Getting started

Installation

Install on the client side

pip install ewoksjob[redis]

Install on the worker side

pip install ewoksjob[worker,redis]

The redis option may vary, depending on which database/broker is choosen for messaging and data transfer.

Configuration

Both the client and the worker(s) need to know where the celery messages and results are stored

# SQLite backend
broker_url = f"sqla+sqlite:///{os.path.join(..., 'celery.db')}"
result_backend = f"db+sqlite:///{os.path.join(... ,'celery_results.db')}"

# Redis backend
broker_url = "redis://localhost:10003/3"
result_backend = "redis://localhost:10003/4"

Other configurations as available, like the serialization of results (json by default)

result_serializer = "pickle"
accept_content = ["application/json", "application/x-python-serialize"]
result_expires = 600

The configuration can be declared in a

  • Python module:
    • myproject.config

  • Python file:
    • /tmp/ewoks/config.py

  • Yaml file:
    • /tmp/ewoks/config.yml

  • Beacon yaml file:
    • beacon:///ewoks/config.yml

    • beacon://id22:25000/ewoks/config.yml

If the celery configuration is a python module, you can select the configuration with this environment variable

export CELERY_CONFIG_MODULE=myproject.celeryconfig

By default CELERY_CONFIG_MODULE=celeryconfig.

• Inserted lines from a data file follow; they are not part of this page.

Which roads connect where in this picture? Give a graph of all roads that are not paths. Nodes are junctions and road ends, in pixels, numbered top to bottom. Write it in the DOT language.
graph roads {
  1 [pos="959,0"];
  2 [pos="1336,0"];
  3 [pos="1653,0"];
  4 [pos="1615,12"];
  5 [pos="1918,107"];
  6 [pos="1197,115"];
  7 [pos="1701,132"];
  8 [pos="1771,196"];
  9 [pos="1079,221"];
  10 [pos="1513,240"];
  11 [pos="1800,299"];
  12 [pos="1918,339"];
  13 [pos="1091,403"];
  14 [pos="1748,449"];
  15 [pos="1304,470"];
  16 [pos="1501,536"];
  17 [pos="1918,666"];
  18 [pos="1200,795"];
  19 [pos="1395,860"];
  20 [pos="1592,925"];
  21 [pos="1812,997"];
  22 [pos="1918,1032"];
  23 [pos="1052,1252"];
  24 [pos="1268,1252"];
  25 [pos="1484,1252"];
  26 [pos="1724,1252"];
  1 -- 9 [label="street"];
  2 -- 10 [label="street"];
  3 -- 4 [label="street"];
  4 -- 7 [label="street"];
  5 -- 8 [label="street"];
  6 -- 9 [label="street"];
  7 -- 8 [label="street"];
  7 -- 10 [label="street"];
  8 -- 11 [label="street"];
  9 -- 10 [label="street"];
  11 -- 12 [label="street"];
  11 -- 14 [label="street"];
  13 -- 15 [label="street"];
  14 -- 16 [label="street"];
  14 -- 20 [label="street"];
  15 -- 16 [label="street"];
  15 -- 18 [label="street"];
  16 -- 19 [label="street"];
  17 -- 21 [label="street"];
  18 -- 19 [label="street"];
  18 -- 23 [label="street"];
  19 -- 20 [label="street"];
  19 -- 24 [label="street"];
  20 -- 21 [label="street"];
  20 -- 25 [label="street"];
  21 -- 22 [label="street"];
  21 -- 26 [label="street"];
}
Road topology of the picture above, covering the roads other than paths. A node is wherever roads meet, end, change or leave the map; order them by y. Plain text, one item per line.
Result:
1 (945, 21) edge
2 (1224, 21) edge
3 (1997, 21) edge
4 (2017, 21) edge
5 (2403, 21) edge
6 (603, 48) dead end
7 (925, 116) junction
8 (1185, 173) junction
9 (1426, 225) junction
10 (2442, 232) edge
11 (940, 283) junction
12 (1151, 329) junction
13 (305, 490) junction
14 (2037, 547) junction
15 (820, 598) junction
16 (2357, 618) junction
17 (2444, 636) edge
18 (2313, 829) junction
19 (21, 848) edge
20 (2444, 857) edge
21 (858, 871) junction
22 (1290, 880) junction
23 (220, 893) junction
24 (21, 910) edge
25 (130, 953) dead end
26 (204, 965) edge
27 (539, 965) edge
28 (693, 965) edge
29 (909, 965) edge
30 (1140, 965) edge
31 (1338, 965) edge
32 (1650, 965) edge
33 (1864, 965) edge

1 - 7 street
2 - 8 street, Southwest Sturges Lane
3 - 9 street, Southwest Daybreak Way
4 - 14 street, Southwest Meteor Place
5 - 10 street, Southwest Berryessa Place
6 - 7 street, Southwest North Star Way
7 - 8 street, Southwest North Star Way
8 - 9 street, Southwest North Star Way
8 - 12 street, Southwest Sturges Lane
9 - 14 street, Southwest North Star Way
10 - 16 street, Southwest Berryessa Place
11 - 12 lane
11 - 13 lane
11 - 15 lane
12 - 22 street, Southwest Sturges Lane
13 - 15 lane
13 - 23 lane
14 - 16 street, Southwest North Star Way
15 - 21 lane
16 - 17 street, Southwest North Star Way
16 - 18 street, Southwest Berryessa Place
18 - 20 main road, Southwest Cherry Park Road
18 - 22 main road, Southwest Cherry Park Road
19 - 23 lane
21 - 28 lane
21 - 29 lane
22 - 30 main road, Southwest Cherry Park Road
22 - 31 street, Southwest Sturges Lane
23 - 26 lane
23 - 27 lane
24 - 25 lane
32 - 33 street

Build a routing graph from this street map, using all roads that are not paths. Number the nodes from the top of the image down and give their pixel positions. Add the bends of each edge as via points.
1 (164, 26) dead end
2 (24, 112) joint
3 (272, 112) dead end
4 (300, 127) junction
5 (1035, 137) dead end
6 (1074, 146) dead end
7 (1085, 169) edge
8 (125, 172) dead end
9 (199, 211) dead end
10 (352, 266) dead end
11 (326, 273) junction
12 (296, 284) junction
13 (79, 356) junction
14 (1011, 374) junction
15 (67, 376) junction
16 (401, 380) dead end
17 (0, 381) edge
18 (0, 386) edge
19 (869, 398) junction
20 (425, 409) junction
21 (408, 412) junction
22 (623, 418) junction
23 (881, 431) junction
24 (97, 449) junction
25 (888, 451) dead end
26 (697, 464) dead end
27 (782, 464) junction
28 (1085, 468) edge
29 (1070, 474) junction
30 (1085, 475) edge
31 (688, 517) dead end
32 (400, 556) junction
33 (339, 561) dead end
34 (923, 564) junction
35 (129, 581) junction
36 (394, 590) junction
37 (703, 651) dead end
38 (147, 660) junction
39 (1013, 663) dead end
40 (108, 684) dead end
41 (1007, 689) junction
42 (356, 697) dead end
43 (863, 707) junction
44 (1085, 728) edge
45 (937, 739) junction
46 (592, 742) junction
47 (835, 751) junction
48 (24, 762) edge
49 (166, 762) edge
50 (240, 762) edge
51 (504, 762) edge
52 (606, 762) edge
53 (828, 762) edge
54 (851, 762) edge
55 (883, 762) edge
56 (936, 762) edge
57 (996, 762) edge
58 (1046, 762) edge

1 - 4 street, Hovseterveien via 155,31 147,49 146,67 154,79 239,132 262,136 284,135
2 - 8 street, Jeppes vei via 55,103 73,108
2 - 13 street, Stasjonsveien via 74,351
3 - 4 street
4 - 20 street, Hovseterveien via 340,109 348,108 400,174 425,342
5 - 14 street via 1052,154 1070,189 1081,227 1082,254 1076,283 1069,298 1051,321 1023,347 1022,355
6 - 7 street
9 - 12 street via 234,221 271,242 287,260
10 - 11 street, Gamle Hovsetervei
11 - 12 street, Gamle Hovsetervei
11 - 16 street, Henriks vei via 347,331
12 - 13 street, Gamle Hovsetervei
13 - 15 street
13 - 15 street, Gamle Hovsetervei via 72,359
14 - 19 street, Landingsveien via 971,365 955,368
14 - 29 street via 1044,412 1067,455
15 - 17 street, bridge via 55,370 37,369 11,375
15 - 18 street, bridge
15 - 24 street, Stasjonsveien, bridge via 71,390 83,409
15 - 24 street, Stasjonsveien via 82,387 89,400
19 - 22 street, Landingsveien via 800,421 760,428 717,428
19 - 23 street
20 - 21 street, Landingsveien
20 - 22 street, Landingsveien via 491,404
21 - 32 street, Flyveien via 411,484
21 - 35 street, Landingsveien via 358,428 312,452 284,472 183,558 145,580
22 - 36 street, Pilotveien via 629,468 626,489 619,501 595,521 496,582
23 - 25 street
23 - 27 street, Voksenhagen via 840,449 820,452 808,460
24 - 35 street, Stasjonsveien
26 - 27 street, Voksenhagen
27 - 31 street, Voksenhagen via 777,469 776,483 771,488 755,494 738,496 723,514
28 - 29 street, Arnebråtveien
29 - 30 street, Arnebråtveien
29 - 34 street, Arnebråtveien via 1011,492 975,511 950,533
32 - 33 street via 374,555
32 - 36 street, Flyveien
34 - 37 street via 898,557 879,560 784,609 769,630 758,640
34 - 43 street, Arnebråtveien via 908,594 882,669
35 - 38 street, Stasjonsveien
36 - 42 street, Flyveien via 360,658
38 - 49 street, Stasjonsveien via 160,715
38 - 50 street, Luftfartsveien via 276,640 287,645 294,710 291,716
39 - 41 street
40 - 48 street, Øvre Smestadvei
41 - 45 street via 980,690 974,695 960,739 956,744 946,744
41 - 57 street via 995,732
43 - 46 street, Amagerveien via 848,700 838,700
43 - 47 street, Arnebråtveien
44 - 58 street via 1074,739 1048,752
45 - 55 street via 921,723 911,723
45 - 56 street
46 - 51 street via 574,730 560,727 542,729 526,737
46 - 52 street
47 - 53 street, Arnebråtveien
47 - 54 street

If the celery configuration is not a python module, you can select the configuration with these environment variables

export CELERY_LOADER=ewoksjob.config.EwoksLoader
export CELERY_CONFIG_URI=myproject.celeryconfig

When CELERY_CONFIG_URI=beacon:///ewoks/config.yml you can do this instead

export CELERY_LOADER=ewoksjob.config.EwoksLoader
export BEACON_HOST=localhost:25000

Note: the environment variable CELERY_LOADER is not required to be set manually on the client side because ewoksjob does it for you.

Worker side

Launch a worker which serves the ewoks application

celery -A ewoksjob.apps.ewoks worker

Client side

Prepare for sending/receiving ewoks events

# Redis backend
events_url = "redis://localhost:10003/2"
handlers = [
    {
        "class": "ewoksjob.events.handlers.RedisEwoksEventHandler",
        "arguments": [{"name": "url", "value": events_url}],
    }
]

# SQLite backend (does not support task monitoring or cancelling)
events_url = f"file://{os.path.join(..., 'ewoks_events.db')}"
handlers = [
    {
        "class": "ewoksjob.events.handlers.Sqlite3EwoksEventHandler",
        "arguments": [{"name": "uri", "value": events_url}],
    }
]

reader = instantiate_reader(events_url)

Test workflow

workflow = {
    "graph": {"id": "mygraph"},
    "nodes": [
        {"id": "task1", "task_type": "method", "task_identifier": "numpy.add"},
        {"id": "task2", "task_type": "method", "task_identifier": "numpy.add"},
    ],
    "links": [
        {
            "source": "task1",
            "target": "task2",
            "data_mapping": [{"source_output": "return_value", "target_input": 0}],
        }
    ],
}

Job arguments are the same as the arguments of ewoks.execute_graph

varinfo = {"root_uri": ..., "scheme": "nexus"}
inputs = [
    {"id": "task1", "name": 0, "value": 1},
    {"id": "task1", "name": 1, "value": 2},
    {"id": "task2", "name": 1, "value": 3},
]
execinfo = {"handlers": handlers}
args = (workflow,)
kwargs = {
    "binding": None,
    "execinfo": execinfo,
    "inputs": inputs,
    "varinfo": varinfo,
    "outputs": [{"all": False}],
}

Execute workflow and get results

future = submit(args=args, kwargs=kwargs)
job_id = future.task_id
# events could be received in the mean time (see below)
workflow_results = future.get(timeout=3, interval=0.1)
assert workflow_results == {"return_value": 6}

Get intermediate results from ewoks events

results_during_execution = list(reader.get_events(job_id=job_id))
assert len(results_during_execution) == 8  # start/stop for job, workflow and node

# Get start event of node "task1"
result_event = list(
    reader.get_events_with_variables(job_id=job_id, node_id="task1", type="start")
)
assert len(result_event) == 1
result_event = result_event[0]

# Get access to all output variables of "task1"
results = result_event["outputs"]
assert results.variable_values["return_value"] == 3